NEW YORK CITY-Princeton Holdings LLC has sold its stake in the 14-building F.M. Ring office portfolio, located mainly in Midtown South, for $74 million. A release announcing the sale identifies the buyer as “a major New York City real estate development and investment firm that will significantly boost its existing stake in the portfolio as a result of this transaction.” Additional financial details were not disclosed.

The Wall Street Journal and Crain's New York Business have both reported that the buyer was Extell Development, and that the total value of the one-million-square-foot portfolio, including 212 Fifth Ave. and 251 Park Ave. South, has been estimated at more than $500 million. GlobeSt.com's calls to Extell for comment were not returned by deadline early Thursday afternoon.

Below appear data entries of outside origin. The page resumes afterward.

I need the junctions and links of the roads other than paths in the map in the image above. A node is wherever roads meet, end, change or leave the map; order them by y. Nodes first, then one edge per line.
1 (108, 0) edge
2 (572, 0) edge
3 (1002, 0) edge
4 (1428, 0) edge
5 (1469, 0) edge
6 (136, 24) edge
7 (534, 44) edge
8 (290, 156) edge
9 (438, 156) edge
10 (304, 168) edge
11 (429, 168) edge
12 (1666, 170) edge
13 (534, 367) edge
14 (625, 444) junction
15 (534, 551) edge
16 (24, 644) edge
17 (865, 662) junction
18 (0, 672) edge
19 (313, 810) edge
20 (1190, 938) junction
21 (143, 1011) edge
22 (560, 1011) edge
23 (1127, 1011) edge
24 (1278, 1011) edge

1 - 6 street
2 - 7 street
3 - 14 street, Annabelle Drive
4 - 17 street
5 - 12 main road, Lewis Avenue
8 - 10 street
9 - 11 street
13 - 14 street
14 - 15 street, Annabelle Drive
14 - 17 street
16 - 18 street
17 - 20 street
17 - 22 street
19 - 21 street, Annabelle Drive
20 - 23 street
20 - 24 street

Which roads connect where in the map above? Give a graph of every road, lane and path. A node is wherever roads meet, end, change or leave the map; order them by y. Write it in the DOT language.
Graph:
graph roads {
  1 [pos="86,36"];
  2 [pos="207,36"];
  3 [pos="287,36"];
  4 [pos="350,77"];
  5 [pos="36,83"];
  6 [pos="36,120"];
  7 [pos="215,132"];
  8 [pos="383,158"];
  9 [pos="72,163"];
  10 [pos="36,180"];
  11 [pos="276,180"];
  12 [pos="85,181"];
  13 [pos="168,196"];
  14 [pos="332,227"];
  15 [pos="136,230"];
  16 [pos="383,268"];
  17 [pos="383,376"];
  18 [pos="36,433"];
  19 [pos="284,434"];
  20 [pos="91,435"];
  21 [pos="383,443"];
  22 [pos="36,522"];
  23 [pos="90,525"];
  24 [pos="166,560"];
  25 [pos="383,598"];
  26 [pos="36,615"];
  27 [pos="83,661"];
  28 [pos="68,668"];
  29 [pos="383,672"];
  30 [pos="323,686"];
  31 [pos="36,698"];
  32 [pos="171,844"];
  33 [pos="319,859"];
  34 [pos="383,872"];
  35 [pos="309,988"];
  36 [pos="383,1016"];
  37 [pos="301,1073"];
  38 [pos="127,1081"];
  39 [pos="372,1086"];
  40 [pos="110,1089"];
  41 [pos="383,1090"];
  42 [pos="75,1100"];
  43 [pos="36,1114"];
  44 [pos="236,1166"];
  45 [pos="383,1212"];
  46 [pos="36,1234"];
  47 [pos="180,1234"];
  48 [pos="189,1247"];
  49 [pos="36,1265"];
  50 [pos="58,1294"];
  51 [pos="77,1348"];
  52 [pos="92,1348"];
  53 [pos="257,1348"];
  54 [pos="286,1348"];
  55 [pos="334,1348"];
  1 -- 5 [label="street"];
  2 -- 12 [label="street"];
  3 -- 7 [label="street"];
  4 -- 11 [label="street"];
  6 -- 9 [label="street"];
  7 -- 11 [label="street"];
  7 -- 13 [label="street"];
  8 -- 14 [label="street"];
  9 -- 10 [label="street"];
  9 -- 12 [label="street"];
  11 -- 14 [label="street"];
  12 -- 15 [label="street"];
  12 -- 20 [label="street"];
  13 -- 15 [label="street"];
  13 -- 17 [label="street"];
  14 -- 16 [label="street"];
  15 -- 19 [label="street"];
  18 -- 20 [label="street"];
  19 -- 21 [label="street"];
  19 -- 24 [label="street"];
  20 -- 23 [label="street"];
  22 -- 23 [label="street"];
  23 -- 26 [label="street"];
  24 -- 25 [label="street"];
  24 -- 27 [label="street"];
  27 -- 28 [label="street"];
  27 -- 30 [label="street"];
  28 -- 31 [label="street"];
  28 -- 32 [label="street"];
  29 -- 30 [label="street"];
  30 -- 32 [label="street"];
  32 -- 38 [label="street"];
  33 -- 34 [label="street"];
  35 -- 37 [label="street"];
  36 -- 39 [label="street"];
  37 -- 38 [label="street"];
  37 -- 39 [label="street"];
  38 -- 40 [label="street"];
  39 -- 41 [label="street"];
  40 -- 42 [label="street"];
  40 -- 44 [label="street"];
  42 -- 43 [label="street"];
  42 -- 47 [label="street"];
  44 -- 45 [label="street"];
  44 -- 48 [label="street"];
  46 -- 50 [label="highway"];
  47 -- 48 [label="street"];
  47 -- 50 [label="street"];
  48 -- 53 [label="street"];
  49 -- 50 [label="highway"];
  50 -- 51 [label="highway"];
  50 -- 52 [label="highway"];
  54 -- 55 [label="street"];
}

For Princeton Holdings, led by CEO Joseph Tabak, the deal represented a profitable exit from its two-year involvement with the portfolio. In 2011, a joint venture led by Princeton bought a 25% stake in the portfolio, which is 98% vacant, with a deposit of $10 million.

“Our investment philosophy at Princeton Holdings can best be defined as long-term with the ability to seize upon near-term exit opportunities if they are too attractive to resist,” Tabak says in the release. Two years ago, he continues, “we engaged in a process that will now unfold over the coming years without our involvement.”

Although Tabak counts himself “pleased” with the outcome of the deal, “it's clear that the portfolio will ultimately yield many rewards for those who have the fortitude to 'crack the code' here. As we have done before, we will re-invest the proceeds from this lucrative deal back into our core business of real estate investment and development.”

Doug Harmon, senior managing director at Eastdil Secured, represented Princeton Holdings in the sale, Crain's reported. The publication noted that the deal would leave Extell free to redevelop the properties as residential space.